When I interviewed highly hypnotizable people who could not go into trance instantly, I found a completely different subgroup, comprising a third of my subjects. Instead of remembering hypnosis for its vivid imagery, this group tended to have amnesia or to experience separate states of consciousness during hypnosis. I dubbed these people “dissociators.”

They have the following traits in common: Many such subjects reported a history of child abuse. Although some remembered this directly, some had been told by others that they had been battered, and one suspected it was because of multiple childhood bone fractures of dubious origins. Other dissociators who had not been abused had suffered childhood traumas such as prolonged, painful medical conditions and before the age of 10 experienced the deaths of their parents. Some dissociators say that they have developed the ability to “not think about” unpleasant things–a skill that they grow to use more and more frequently and subconsciously. They seem to evolve this adaptive talent for coping to ease the pain and difficulty of their early lives.

While fantasizers have excellent recall for daydreams, movies, and stories that have captured their imagination, dissociators are usually unable to recall them. They are often startled when called on unexpectedly by a teacher or a boss and often state that their mind has been “somewhere else,” though they can’t describe that place. They get intensely absorbed in books and films, losing track of time, but their memory of the stories is vague shortly thereafter.

Somewhat like fantasizers, dissociators report that images in their daily lives can produce physical sensations. Most of these sensations, however, are negative. One subject in my study developed a rash after he was told that a harmless vine was poison ivy.

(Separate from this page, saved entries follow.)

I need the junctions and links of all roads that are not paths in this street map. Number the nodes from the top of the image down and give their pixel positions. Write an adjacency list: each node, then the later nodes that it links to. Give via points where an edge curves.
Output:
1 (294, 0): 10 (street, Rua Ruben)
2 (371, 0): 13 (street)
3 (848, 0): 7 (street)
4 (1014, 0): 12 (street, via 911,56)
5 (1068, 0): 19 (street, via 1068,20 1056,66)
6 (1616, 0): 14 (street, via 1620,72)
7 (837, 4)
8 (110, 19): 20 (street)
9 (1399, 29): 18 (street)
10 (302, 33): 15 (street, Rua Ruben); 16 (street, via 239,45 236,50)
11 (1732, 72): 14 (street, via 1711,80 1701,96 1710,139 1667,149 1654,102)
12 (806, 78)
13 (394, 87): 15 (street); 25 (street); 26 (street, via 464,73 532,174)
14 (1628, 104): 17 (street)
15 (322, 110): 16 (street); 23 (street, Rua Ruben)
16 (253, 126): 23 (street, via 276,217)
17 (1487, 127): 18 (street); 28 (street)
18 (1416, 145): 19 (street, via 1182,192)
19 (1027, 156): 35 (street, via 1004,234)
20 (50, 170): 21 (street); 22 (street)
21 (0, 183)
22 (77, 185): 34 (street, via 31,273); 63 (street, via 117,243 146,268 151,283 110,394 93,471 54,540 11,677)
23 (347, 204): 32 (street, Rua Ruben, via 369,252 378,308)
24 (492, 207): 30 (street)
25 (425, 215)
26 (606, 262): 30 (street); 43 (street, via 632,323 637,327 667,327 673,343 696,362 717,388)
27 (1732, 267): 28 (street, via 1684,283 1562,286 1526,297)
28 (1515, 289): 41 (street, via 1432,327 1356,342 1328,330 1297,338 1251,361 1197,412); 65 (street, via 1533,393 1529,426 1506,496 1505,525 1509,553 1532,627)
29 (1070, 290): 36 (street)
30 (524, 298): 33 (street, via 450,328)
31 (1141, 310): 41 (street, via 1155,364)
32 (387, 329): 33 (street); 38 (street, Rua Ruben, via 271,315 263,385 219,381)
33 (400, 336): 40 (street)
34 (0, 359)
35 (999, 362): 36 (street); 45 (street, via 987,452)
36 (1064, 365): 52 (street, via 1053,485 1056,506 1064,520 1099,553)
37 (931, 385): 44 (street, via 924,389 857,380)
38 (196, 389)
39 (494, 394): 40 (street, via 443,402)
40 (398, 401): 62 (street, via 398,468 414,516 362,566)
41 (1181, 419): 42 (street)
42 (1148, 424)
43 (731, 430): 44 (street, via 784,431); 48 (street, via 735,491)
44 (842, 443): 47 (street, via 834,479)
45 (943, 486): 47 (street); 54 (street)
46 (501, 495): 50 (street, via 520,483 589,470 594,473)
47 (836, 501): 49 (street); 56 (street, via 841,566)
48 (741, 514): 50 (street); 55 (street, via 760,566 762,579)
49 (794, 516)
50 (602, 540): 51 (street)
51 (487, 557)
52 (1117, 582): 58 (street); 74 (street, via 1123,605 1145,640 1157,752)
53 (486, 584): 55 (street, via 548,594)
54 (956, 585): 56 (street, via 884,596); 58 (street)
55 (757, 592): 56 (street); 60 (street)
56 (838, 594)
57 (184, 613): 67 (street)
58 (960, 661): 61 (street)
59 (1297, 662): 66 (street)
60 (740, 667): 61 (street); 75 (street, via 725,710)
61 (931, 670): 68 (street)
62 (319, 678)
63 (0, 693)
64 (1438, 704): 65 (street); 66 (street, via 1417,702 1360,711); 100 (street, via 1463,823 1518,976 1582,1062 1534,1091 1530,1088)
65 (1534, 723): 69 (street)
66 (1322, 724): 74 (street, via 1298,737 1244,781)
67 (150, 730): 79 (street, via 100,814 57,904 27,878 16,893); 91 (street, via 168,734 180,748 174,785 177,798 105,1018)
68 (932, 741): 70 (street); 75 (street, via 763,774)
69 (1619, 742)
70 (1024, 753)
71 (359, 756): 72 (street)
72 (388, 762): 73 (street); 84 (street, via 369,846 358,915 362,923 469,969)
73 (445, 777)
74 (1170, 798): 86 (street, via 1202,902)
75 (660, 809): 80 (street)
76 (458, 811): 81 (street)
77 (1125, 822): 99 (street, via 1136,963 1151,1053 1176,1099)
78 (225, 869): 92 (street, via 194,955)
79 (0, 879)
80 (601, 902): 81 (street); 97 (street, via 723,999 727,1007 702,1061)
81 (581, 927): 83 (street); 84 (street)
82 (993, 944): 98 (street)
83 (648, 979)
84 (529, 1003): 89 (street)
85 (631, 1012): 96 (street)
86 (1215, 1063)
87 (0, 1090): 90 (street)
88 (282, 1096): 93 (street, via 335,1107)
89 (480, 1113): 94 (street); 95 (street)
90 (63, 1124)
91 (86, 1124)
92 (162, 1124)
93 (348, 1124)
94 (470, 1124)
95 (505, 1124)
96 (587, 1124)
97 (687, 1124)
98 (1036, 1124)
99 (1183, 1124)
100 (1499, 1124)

Some dissociators avoid watching the television news because seeing others injured is so painful for them.

Dissociaters do not recall being hypnotized as clearly and cheerfully as fantasizers. For example, when a dissociator in my study was asked whether she’d ever been hypnotized, she answered “maybe” and described watching a police show on television with her boyfriend in which a detective was hypnotizing a witness. He swung his watch and told the witness to go into a deep sleep. The dissociater remembered nothing else of the show until she woke 20 minutes later, during a scene in which the detective was waking his witness.

Dissociaters don’t have the same variety of sexual imagery that their fantasizer counterparts report. In fact, they are often disturbed by even mild sexual fantasies. Dissociaters in my study always had amnesia after hypnosis when I suggested it during their trances. Some lacked recall even when it was not suggested. Dissociaters woke up from hypnosis looking disoriented, asking what had happened. Just as they need a lengthy transition to go into trance, they take a bit of time to emerge from it.

If you recognized yourself as a fantasizer, you’re not alone: Fantasizers are almost twice as common in the general population as dissociators. Still, dissociators are more common in the clinical population, since they’re more likely than fantasizers to have psychological problems.

That’s good news for those who related to the dissociator profile, since not only are you more likely to go into a trance, but you’re more likely to benefit from it, too. Even if neither group seems similar to your own personality, take heart: About 95% of all people are susceptible to hypnosis, to varying degrees. Whether you use it to relieve stress, stop a headache or get over a bad habit, hypnosis is a tool for better health that practically everyone can use–some to dramatic effect. How well it will work depends on you.